→ Work task
Write out all the entries below without any change.

Collected data entries
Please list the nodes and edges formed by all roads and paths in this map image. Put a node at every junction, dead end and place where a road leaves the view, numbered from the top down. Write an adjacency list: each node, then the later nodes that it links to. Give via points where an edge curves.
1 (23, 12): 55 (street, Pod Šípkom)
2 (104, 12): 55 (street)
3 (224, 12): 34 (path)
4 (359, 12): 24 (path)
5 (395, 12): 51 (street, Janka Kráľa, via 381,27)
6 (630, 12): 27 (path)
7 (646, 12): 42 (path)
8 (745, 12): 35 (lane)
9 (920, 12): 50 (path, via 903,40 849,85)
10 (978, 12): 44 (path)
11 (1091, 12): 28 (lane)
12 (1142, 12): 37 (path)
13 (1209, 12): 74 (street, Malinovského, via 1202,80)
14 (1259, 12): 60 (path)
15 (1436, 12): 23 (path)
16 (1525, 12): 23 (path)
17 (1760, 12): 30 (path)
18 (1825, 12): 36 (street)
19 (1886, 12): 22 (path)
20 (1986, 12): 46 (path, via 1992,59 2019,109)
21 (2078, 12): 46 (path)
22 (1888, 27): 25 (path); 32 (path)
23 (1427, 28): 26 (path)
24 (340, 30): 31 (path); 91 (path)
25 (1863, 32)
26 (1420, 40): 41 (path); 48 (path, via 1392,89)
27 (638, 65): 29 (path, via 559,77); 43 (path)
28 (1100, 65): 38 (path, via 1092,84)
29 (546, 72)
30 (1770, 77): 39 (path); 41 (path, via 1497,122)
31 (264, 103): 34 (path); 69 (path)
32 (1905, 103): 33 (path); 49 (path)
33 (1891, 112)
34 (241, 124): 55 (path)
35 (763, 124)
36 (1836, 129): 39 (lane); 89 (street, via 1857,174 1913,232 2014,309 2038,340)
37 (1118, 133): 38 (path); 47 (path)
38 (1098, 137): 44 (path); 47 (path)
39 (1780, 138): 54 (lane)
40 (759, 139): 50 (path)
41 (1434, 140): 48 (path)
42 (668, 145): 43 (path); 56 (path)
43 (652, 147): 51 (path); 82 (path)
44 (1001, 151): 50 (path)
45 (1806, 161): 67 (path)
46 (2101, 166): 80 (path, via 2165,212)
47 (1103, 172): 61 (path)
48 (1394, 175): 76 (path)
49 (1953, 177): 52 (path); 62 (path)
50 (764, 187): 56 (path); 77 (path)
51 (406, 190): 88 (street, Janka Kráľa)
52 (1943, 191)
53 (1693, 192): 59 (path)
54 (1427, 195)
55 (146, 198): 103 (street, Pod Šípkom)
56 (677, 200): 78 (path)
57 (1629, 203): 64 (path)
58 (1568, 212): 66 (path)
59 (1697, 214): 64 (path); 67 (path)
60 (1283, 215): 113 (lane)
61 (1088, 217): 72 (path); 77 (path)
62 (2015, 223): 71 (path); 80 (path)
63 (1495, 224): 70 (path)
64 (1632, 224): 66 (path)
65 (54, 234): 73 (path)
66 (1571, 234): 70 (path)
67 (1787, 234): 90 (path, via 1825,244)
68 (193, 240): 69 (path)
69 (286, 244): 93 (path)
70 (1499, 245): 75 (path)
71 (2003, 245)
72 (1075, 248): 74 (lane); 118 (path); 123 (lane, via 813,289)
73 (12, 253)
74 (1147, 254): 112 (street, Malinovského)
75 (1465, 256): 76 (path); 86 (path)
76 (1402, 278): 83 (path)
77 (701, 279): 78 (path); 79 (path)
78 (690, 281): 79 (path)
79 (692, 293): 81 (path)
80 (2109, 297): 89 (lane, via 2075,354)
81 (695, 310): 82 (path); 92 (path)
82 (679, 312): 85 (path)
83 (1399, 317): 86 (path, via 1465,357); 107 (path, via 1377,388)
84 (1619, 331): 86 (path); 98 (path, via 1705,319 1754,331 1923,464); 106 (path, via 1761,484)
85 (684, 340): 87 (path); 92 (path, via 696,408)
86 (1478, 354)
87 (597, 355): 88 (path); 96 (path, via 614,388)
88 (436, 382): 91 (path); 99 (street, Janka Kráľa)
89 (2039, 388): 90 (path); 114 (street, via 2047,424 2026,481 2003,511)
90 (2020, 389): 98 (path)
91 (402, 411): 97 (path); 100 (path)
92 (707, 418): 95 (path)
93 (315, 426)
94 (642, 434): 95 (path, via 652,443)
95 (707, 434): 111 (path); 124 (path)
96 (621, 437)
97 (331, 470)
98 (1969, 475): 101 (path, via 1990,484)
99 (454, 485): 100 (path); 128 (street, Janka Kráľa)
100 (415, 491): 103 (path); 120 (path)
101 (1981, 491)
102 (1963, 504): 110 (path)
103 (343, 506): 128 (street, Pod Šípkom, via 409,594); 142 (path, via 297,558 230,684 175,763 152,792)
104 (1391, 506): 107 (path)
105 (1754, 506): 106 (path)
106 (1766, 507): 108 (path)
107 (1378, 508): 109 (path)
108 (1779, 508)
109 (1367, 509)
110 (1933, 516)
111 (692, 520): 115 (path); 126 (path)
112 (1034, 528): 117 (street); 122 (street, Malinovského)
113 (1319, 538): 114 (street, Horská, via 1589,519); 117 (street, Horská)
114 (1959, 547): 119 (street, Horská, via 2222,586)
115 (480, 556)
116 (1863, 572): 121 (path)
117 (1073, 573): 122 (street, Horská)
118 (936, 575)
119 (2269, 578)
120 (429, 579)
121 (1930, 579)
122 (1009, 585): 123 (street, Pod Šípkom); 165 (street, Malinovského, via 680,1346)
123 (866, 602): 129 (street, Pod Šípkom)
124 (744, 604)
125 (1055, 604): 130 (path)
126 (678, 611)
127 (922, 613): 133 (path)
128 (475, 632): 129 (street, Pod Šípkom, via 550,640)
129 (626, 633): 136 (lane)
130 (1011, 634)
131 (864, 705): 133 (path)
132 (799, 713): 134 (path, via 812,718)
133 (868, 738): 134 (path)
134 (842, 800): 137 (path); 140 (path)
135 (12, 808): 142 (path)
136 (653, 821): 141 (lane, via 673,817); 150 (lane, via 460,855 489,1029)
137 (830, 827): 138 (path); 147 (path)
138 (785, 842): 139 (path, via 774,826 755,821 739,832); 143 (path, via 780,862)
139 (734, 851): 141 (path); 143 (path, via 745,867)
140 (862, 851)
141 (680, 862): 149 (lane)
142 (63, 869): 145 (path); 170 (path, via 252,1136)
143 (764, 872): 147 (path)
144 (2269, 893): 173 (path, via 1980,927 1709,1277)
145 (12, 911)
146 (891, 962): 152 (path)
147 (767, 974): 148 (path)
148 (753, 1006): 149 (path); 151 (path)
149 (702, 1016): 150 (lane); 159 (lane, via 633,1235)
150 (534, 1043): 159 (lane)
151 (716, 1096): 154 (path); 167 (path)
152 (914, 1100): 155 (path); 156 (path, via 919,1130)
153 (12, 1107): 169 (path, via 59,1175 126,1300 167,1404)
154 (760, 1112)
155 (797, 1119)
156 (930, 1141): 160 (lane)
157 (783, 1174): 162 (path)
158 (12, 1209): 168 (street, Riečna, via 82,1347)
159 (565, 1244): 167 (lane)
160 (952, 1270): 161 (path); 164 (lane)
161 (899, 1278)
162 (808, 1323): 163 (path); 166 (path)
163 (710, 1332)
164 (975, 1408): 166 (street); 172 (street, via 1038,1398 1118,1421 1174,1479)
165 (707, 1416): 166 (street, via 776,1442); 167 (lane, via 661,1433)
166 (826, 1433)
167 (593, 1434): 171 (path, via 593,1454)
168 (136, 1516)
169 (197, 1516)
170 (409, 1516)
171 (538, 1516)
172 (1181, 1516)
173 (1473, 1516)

→ Solution to this exercise
Please list the nodes and edges formed by all roads and paths in this map image. Put a node at every junction, dead end and place where a road leaves the view, numbered from the top down. Write an adjacency list: each node, then the later nodes that it links to. Give via points where an edge curves.
1 (23, 12): 55 (street, Pod Šípkom)
2 (104, 12): 55 (street)
3 (224, 12): 34 (path)
4 (359, 12): 24 (path)
5 (395, 12): 51 (street, Janka Kráľa, via 381,27)
6 (630, 12): 27 (path)
7 (646, 12): 42 (path)
8 (745, 12): 35 (lane)
9 (920, 12): 50 (path, via 903,40 849,85)
10 (978, 12): 44 (path)
11 (1091, 12): 28 (lane)
12 (1142, 12): 37 (path)
13 (1209, 12): 74 (street, Malinovského, via 1202,80)
14 (1259, 12): 60 (path)
15 (1436, 12): 23 (path)
16 (1525, 12): 23 (path)
17 (1760, 12): 30 (path)
18 (1825, 12): 36 (street)
19 (1886, 12): 22 (path)
20 (1986, 12): 46 (path, via 1992,59 2019,109)
21 (2078, 12): 46 (path)
22 (1888, 27): 25 (path); 32 (path)
23 (1427, 28): 26 (path)
24 (340, 30): 31 (path); 91 (path)
25 (1863, 32)
26 (1420, 40): 41 (path); 48 (path, via 1392,89)
27 (638, 65): 29 (path, via 559,77); 43 (path)
28 (1100, 65): 38 (path, via 1092,84)
29 (546, 72)
30 (1770, 77): 39 (path); 41 (path, via 1497,122)
31 (264, 103): 34 (path); 69 (path)
32 (1905, 103): 33 (path); 49 (path)
33 (1891, 112)
34 (241, 124): 55 (path)
35 (763, 124)
36 (1836, 129): 39 (lane); 89 (street, via 1857,174 1913,232 2014,309 2038,340)
37 (1118, 133): 38 (path); 47 (path)
38 (1098, 137): 44 (path); 47 (path)
39 (1780, 138): 54 (lane)
40 (759, 139): 50 (path)
41 (1434, 140): 48 (path)
42 (668, 145): 43 (path); 56 (path)
43 (652, 147): 51 (path); 82 (path)
44 (1001, 151): 50 (path)
45 (1806, 161): 67 (path)
46 (2101, 166): 80 (path, via 2165,212)
47 (1103, 172): 61 (path)
48 (1394, 175): 76 (path)
49 (1953, 177): 52 (path); 62 (path)
50 (764, 187): 56 (path); 77 (path)
51 (406, 190): 88 (street, Janka Kráľa)
52 (1943, 191)
53 (1693, 192): 59 (path)
54 (1427, 195)
55 (146, 198): 103 (street, Pod Šípkom)
56 (677, 200): 78 (path)
57 (1629, 203): 64 (path)
58 (1568, 212): 66 (path)
59 (1697, 214): 64 (path); 67 (path)
60 (1283, 215): 113 (lane)
61 (1088, 217): 72 (path); 77 (path)
62 (2015, 223): 71 (path); 80 (path)
63 (1495, 224): 70 (path)
64 (1632, 224): 66 (path)
65 (54, 234): 73 (path)
66 (1571, 234): 70 (path)
67 (1787, 234): 90 (path, via 1825,244)
68 (193, 240): 69 (path)
69 (286, 244): 93 (path)
70 (1499, 245): 75 (path)
71 (2003, 245)
72 (1075, 248): 74 (lane); 118 (path); 123 (lane, via 813,289)
73 (12, 253)
74 (1147, 254): 112 (street, Malinovského)
75 (1465, 256): 76 (path); 86 (path)
76 (1402, 278): 83 (path)
77 (701, 279): 78 (path); 79 (path)
78 (690, 281): 79 (path)
79 (692, 293): 81 (path)
80 (2109, 297): 89 (lane, via 2075,354)
81 (695, 310): 82 (path); 92 (path)
82 (679, 312): 85 (path)
83 (1399, 317): 86 (path, via 1465,357); 107 (path, via 1377,388)
84 (1619, 331): 86 (path); 98 (path, via 1705,319 1754,331 1923,464); 106 (path, via 1761,484)
85 (684, 340): 87 (path); 92 (path, via 696,408)
86 (1478, 354)
87 (597, 355): 88 (path); 96 (path, via 614,388)
88 (436, 382): 91 (path); 99 (street, Janka Kráľa)
89 (2039, 388): 90 (path); 114 (street, via 2047,424 2026,481 2003,511)
90 (2020, 389): 98 (path)
91 (402, 411): 97 (path); 100 (path)
92 (707, 418): 95 (path)
93 (315, 426)
94 (642, 434): 95 (path, via 652,443)
95 (707, 434): 111 (path); 124 (path)
96 (621, 437)
97 (331, 470)
98 (1969, 475): 101 (path, via 1990,484)
99 (454, 485): 100 (path); 128 (street, Janka Kráľa)
100 (415, 491): 103 (path); 120 (path)
101 (1981, 491)
102 (1963, 504): 110 (path)
103 (343, 506): 128 (street, Pod Šípkom, via 409,594); 142 (path, via 297,558 230,684 175,763 152,792)
104 (1391, 506): 107 (path)
105 (1754, 506): 106 (path)
106 (1766, 507): 108 (path)
107 (1378, 508): 109 (path)
108 (1779, 508)
109 (1367, 509)
110 (1933, 516)
111 (692, 520): 115 (path); 126 (path)
112 (1034, 528): 117 (street); 122 (street, Malinovského)
113 (1319, 538): 114 (street, Horská, via 1589,519); 117 (street, Horská)
114 (1959, 547): 119 (street, Horská, via 2222,586)
115 (480, 556)
116 (1863, 572): 121 (path)
117 (1073, 573): 122 (street, Horská)
118 (936, 575)
119 (2269, 578)
120 (429, 579)
121 (1930, 579)
122 (1009, 585): 123 (street, Pod Šípkom); 165 (street, Malinovského, via 680,1346)
123 (866, 602): 129 (street, Pod Šípkom)
124 (744, 604)
125 (1055, 604): 130 (path)
126 (678, 611)
127 (922, 613): 133 (path)
128 (475, 632): 129 (street, Pod Šípkom, via 550,640)
129 (626, 633): 136 (lane)
130 (1011, 634)
131 (864, 705): 133 (path)
132 (799, 713): 134 (path, via 812,718)
133 (868, 738): 134 (path)
134 (842, 800): 137 (path); 140 (path)
135 (12, 808): 142 (path)
136 (653, 821): 141 (lane, via 673,817); 150 (lane, via 460,855 489,1029)
137 (830, 827): 138 (path); 147 (path)
138 (785, 842): 139 (path, via 774,826 755,821 739,832); 143 (path, via 780,862)
139 (734, 851): 141 (path); 143 (path, via 745,867)
140 (862, 851)
141 (680, 862): 149 (lane)
142 (63, 869): 145 (path); 170 (path, via 252,1136)
143 (764, 872): 147 (path)
144 (2269, 893): 173 (path, via 1980,927 1709,1277)
145 (12, 911)
146 (891, 962): 152 (path)
147 (767, 974): 148 (path)
148 (753, 1006): 149 (path); 151 (path)
149 (702, 1016): 150 (lane); 159 (lane, via 633,1235)
150 (534, 1043): 159 (lane)
151 (716, 1096): 154 (path); 167 (path)
152 (914, 1100): 155 (path); 156 (path, via 919,1130)
153 (12, 1107): 169 (path, via 59,1175 126,1300 167,1404)
154 (760, 1112)
155 (797, 1119)
156 (930, 1141): 160 (lane)
157 (783, 1174): 162 (path)
158 (12, 1209): 168 (street, Riečna, via 82,1347)
159 (565, 1244): 167 (lane)
160 (952, 1270): 161 (path); 164 (lane)
161 (899, 1278)
162 (808, 1323): 163 (path); 166 (path)
163 (710, 1332)
164 (975, 1408): 166 (street); 172 (street, via 1038,1398 1118,1421 1174,1479)
165 (707, 1416): 166 (street, via 776,1442); 167 (lane, via 661,1433)
166 (826, 1433)
167 (593, 1434): 171 (path, via 593,1454)
168 (136, 1516)
169 (197, 1516)
170 (409, 1516)
171 (538, 1516)
172 (1181, 1516)
173 (1473, 1516)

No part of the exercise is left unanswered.